[Collected data]
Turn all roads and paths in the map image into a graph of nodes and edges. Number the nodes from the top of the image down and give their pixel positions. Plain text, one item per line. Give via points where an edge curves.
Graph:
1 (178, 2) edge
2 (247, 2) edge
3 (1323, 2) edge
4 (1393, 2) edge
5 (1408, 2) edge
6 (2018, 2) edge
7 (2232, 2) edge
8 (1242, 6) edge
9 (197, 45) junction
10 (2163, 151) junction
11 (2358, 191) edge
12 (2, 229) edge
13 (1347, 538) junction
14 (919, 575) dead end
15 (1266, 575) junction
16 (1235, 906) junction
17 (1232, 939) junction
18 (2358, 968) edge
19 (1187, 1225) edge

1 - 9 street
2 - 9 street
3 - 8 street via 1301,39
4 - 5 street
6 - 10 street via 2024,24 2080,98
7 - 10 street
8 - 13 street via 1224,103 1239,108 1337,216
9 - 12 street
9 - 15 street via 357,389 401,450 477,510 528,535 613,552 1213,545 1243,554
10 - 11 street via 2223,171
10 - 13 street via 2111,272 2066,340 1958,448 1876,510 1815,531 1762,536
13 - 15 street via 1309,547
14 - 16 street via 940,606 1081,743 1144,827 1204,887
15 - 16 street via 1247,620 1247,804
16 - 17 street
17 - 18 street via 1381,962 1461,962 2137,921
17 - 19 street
* * *
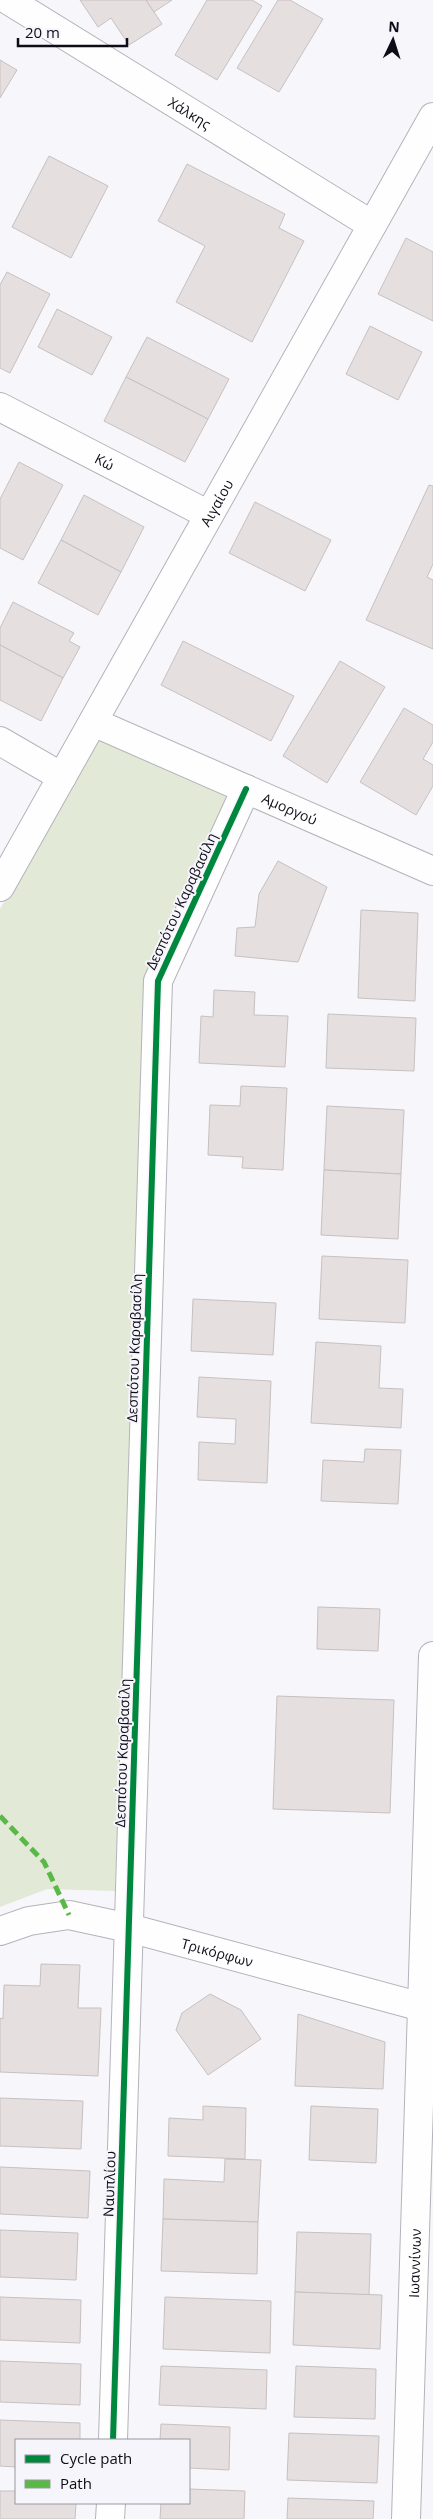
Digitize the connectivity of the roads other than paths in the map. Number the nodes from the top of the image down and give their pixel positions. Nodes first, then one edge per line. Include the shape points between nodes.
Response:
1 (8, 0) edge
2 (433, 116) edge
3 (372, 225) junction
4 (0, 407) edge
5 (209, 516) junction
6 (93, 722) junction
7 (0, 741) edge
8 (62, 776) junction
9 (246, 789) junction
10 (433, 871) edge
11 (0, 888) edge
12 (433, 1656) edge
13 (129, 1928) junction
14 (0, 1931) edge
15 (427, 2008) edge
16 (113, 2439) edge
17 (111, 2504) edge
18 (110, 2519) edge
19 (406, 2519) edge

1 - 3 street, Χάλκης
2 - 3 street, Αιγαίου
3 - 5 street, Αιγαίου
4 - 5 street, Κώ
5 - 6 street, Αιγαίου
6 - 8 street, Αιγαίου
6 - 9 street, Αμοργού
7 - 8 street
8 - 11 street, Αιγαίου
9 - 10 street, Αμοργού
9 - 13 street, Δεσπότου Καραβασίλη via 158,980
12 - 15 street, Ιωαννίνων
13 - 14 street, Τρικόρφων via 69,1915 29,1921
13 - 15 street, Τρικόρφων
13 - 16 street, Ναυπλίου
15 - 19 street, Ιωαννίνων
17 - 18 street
--
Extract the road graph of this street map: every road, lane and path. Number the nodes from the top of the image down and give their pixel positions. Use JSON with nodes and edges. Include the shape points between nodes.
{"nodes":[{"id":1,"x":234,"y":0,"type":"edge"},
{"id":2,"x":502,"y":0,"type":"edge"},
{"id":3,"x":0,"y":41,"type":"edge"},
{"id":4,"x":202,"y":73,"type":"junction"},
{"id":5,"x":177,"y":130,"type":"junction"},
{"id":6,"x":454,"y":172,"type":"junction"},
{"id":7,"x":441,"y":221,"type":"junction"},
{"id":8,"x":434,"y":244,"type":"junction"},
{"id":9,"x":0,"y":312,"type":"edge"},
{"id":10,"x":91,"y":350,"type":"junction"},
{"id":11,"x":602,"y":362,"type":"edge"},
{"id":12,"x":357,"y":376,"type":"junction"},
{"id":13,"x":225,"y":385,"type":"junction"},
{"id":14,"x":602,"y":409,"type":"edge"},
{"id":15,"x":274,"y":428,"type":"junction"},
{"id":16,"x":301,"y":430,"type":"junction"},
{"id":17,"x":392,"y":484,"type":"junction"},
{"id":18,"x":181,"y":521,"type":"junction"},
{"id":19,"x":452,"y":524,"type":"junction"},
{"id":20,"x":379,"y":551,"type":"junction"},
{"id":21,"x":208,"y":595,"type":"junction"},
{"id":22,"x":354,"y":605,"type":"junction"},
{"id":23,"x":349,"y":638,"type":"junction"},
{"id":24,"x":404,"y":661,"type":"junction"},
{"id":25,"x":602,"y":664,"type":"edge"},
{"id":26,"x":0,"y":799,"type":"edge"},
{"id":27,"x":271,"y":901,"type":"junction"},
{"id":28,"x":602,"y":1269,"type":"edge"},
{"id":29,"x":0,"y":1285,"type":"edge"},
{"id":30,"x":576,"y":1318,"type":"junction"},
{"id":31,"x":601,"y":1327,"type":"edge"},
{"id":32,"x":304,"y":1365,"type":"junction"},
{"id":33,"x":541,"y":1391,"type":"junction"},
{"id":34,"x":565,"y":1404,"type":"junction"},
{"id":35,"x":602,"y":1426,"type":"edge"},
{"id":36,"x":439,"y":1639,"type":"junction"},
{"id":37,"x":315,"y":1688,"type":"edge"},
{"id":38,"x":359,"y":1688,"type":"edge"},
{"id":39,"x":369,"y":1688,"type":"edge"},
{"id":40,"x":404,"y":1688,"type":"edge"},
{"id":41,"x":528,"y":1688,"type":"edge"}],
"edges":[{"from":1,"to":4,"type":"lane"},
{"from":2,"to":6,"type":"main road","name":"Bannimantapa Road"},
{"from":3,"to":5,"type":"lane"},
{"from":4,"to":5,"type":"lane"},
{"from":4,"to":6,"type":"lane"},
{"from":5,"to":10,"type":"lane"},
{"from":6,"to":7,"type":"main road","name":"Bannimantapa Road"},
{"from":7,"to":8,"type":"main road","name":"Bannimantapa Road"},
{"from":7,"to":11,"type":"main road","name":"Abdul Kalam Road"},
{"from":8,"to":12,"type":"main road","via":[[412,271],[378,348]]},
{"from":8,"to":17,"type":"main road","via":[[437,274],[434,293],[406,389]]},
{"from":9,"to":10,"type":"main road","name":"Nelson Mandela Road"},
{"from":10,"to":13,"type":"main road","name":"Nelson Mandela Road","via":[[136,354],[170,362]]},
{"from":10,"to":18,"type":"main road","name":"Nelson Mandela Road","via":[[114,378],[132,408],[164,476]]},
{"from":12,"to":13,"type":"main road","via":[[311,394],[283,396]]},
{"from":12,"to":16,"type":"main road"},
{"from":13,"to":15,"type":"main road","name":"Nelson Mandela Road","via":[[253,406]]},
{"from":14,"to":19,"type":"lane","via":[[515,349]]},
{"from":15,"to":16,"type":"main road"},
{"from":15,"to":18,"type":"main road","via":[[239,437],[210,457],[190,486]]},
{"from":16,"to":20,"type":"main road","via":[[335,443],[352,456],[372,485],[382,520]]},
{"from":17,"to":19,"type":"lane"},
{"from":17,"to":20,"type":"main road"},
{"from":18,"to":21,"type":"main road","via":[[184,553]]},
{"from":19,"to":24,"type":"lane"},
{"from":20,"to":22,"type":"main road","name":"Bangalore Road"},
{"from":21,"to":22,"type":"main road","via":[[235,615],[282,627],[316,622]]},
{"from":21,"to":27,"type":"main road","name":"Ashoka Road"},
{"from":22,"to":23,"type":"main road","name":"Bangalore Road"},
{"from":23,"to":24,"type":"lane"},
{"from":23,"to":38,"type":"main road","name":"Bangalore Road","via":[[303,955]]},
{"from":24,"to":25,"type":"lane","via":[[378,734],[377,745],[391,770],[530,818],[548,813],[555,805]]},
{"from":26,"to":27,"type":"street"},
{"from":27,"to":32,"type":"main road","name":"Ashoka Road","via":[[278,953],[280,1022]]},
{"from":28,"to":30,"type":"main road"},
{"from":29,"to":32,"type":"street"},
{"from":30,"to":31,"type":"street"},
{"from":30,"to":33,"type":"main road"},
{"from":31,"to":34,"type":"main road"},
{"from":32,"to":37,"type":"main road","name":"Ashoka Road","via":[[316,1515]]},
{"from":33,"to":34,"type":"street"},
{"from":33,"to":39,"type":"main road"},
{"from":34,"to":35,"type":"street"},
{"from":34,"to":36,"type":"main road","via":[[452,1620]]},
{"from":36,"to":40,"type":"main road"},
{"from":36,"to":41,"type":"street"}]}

WORK INSTRUCTION | Scan the records above for the string "roads", then report every line that contains it.

REPLY |
Turn all roads and paths in the map image into a graph of nodes and edges. Number the nodes from the top of the image down and give their pixel positions. Plain text, one item per line. Give via points where an edge curves.
Digitize the connectivity of the roads other than paths in the map. Number the nodes from the top of the image down and give their pixel positions. Nodes first, then one edge per line. Include the shape points between nodes.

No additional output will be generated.